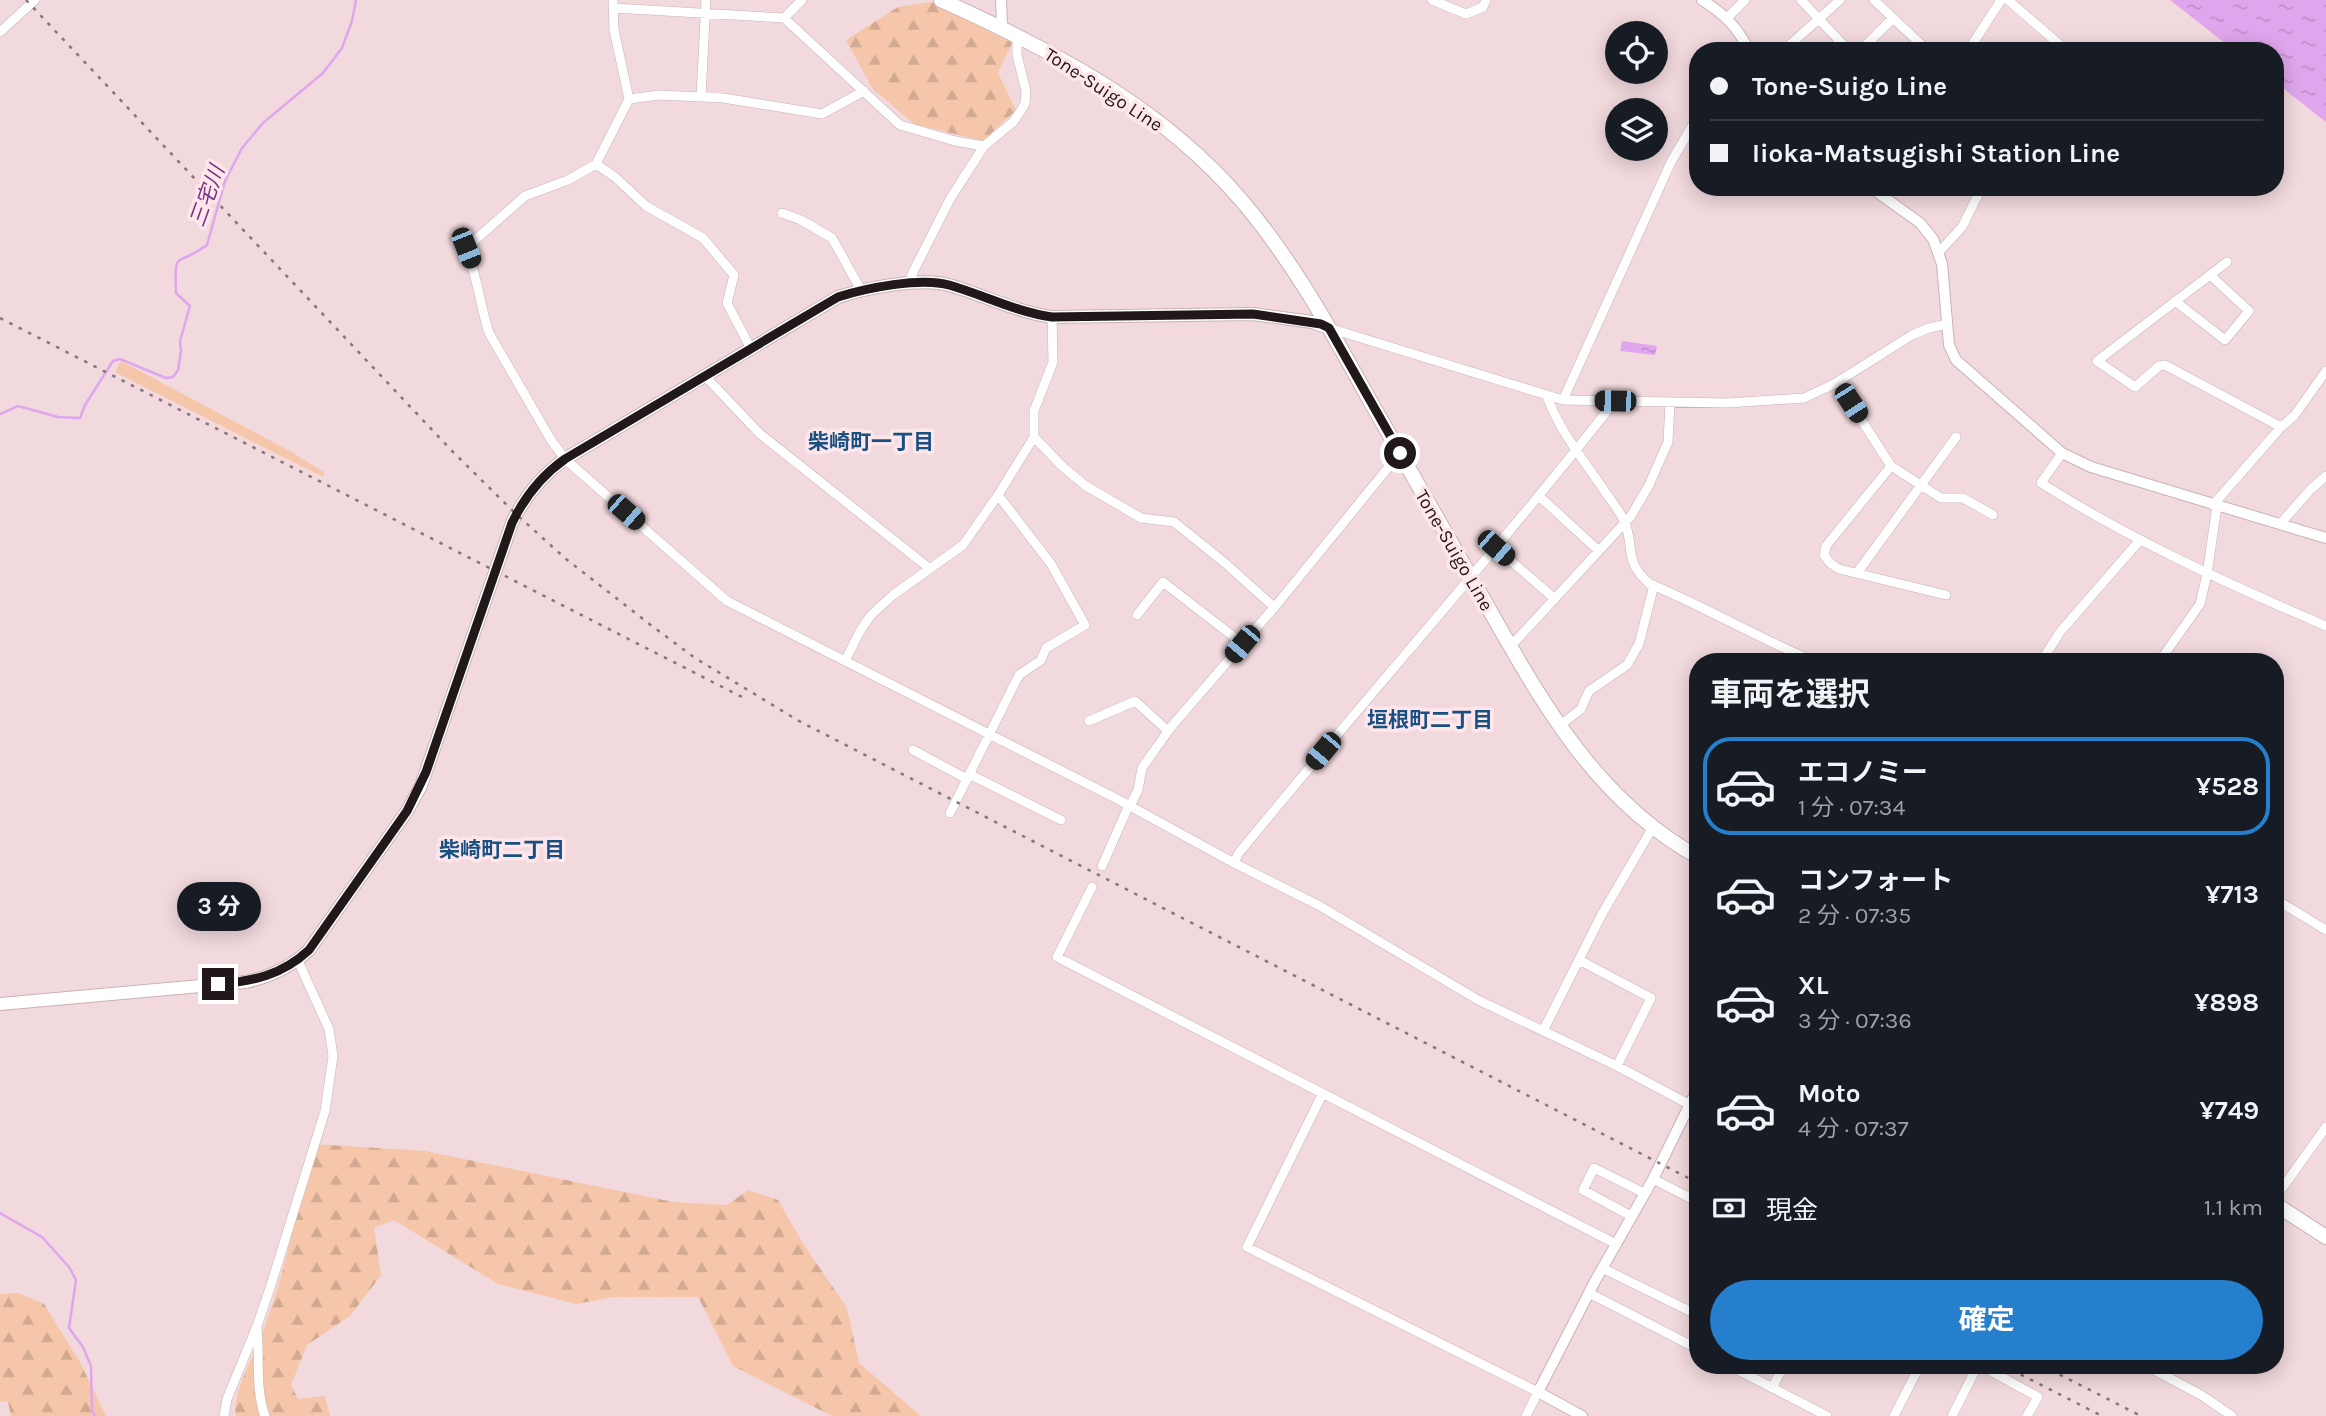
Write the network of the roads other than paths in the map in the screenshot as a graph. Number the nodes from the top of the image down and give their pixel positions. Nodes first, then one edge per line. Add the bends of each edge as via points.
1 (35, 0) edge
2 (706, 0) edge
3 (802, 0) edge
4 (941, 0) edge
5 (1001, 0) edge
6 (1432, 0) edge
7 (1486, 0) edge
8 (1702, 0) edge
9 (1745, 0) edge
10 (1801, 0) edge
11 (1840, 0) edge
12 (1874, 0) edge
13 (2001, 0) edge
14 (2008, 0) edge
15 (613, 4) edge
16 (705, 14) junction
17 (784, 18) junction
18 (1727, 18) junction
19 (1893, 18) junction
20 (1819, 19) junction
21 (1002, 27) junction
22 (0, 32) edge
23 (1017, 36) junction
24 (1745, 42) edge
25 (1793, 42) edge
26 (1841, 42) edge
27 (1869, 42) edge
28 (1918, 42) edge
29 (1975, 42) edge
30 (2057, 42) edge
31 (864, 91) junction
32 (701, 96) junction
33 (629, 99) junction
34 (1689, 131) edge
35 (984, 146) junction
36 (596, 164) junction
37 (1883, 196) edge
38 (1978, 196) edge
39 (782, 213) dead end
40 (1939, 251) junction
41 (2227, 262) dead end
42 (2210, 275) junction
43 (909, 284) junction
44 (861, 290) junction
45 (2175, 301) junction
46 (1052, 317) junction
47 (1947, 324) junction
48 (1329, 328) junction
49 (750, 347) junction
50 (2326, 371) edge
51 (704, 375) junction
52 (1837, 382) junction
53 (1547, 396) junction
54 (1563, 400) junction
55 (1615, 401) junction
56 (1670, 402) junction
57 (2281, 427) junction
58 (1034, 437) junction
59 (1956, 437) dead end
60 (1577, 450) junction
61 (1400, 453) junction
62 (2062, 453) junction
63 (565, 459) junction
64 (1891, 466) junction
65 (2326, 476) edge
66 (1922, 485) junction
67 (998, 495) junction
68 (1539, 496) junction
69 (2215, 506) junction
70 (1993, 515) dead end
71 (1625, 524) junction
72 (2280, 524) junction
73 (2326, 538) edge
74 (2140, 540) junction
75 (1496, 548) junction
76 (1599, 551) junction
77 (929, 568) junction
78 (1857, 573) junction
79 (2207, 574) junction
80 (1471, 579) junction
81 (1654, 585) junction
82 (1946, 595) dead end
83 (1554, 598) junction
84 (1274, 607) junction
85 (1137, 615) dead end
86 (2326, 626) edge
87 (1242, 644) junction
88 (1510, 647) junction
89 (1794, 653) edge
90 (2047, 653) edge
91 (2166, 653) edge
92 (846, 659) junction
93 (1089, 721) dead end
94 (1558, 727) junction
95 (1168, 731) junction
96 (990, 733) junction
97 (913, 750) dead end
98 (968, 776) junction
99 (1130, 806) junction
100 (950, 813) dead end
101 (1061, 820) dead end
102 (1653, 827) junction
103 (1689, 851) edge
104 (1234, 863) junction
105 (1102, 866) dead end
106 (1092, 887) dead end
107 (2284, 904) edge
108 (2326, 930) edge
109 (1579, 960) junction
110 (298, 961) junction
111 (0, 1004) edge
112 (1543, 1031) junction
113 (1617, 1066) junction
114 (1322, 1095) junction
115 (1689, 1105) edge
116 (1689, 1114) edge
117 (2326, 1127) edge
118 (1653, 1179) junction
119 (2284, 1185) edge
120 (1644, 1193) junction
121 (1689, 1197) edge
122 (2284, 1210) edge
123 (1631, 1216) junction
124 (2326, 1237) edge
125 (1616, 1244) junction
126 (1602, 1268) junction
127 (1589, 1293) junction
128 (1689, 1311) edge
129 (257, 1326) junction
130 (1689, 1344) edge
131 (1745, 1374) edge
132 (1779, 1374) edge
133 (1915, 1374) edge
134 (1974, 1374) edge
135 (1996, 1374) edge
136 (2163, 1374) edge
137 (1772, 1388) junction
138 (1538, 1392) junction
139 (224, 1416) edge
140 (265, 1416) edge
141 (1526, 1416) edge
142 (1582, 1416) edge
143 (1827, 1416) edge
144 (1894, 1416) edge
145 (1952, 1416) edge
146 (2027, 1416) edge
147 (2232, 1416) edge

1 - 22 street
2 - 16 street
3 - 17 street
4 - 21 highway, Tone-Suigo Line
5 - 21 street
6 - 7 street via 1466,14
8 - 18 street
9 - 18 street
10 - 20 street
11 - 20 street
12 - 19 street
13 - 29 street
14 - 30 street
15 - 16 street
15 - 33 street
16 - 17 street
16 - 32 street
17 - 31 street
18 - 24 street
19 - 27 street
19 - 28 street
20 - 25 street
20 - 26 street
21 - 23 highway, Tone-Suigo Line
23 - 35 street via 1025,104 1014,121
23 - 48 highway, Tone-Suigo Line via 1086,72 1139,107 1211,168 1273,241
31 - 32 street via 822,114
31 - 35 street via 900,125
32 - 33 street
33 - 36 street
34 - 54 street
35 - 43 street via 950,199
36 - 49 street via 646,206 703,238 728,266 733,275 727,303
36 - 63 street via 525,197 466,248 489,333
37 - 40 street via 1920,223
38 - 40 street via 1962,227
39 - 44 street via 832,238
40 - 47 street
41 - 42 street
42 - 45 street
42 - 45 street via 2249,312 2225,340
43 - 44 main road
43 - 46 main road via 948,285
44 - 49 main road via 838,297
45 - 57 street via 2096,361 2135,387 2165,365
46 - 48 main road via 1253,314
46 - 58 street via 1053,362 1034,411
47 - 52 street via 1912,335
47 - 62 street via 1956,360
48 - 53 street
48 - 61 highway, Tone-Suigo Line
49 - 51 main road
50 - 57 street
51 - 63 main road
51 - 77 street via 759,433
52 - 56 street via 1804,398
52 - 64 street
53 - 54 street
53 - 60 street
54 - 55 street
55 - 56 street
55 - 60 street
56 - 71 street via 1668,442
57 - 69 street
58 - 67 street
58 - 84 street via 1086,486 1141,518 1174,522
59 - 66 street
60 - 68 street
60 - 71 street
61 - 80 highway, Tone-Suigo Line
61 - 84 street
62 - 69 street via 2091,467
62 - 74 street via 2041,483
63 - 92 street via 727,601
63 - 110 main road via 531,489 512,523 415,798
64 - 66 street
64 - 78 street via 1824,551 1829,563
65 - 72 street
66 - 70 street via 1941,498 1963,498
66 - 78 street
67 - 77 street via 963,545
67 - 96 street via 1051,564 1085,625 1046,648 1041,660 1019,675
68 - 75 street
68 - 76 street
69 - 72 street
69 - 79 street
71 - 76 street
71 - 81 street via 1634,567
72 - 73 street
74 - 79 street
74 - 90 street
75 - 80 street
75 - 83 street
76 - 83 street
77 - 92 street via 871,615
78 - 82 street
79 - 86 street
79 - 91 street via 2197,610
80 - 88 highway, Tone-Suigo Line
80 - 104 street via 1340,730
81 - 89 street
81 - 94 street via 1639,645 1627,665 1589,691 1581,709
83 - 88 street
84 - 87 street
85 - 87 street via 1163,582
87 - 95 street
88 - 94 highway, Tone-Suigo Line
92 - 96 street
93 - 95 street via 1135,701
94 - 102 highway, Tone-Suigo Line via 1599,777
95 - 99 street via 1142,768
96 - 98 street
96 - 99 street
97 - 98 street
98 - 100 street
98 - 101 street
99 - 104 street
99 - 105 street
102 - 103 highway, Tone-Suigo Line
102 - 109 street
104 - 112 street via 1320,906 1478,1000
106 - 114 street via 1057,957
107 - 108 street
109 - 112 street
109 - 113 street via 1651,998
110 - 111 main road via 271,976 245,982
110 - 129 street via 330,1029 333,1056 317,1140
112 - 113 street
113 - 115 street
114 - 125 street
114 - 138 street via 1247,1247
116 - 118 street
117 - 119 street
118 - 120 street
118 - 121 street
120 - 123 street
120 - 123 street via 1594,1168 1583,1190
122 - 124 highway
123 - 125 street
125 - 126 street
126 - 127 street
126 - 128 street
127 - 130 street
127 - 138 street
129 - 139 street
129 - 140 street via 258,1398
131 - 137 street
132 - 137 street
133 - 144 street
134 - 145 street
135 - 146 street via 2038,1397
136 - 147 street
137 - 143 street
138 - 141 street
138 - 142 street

===

EXERCISE GOAL. Whenever a line of the entries contains the string "highway", copy that line.

RESULT FOR THIS TASK.
4 - 21 highway, Tone-Suigo Line
21 - 23 highway, Tone-Suigo Line
23 - 48 highway, Tone-Suigo Line via 1086,72 1139,107 1211,168 1273,241
48 - 61 highway, Tone-Suigo Line
61 - 80 highway, Tone-Suigo Line
80 - 88 highway, Tone-Suigo Line
88 - 94 highway, Tone-Suigo Line
94 - 102 highway, Tone-Suigo Line via 1599,777
102 - 103 highway, Tone-Suigo Line
122 - 124 highway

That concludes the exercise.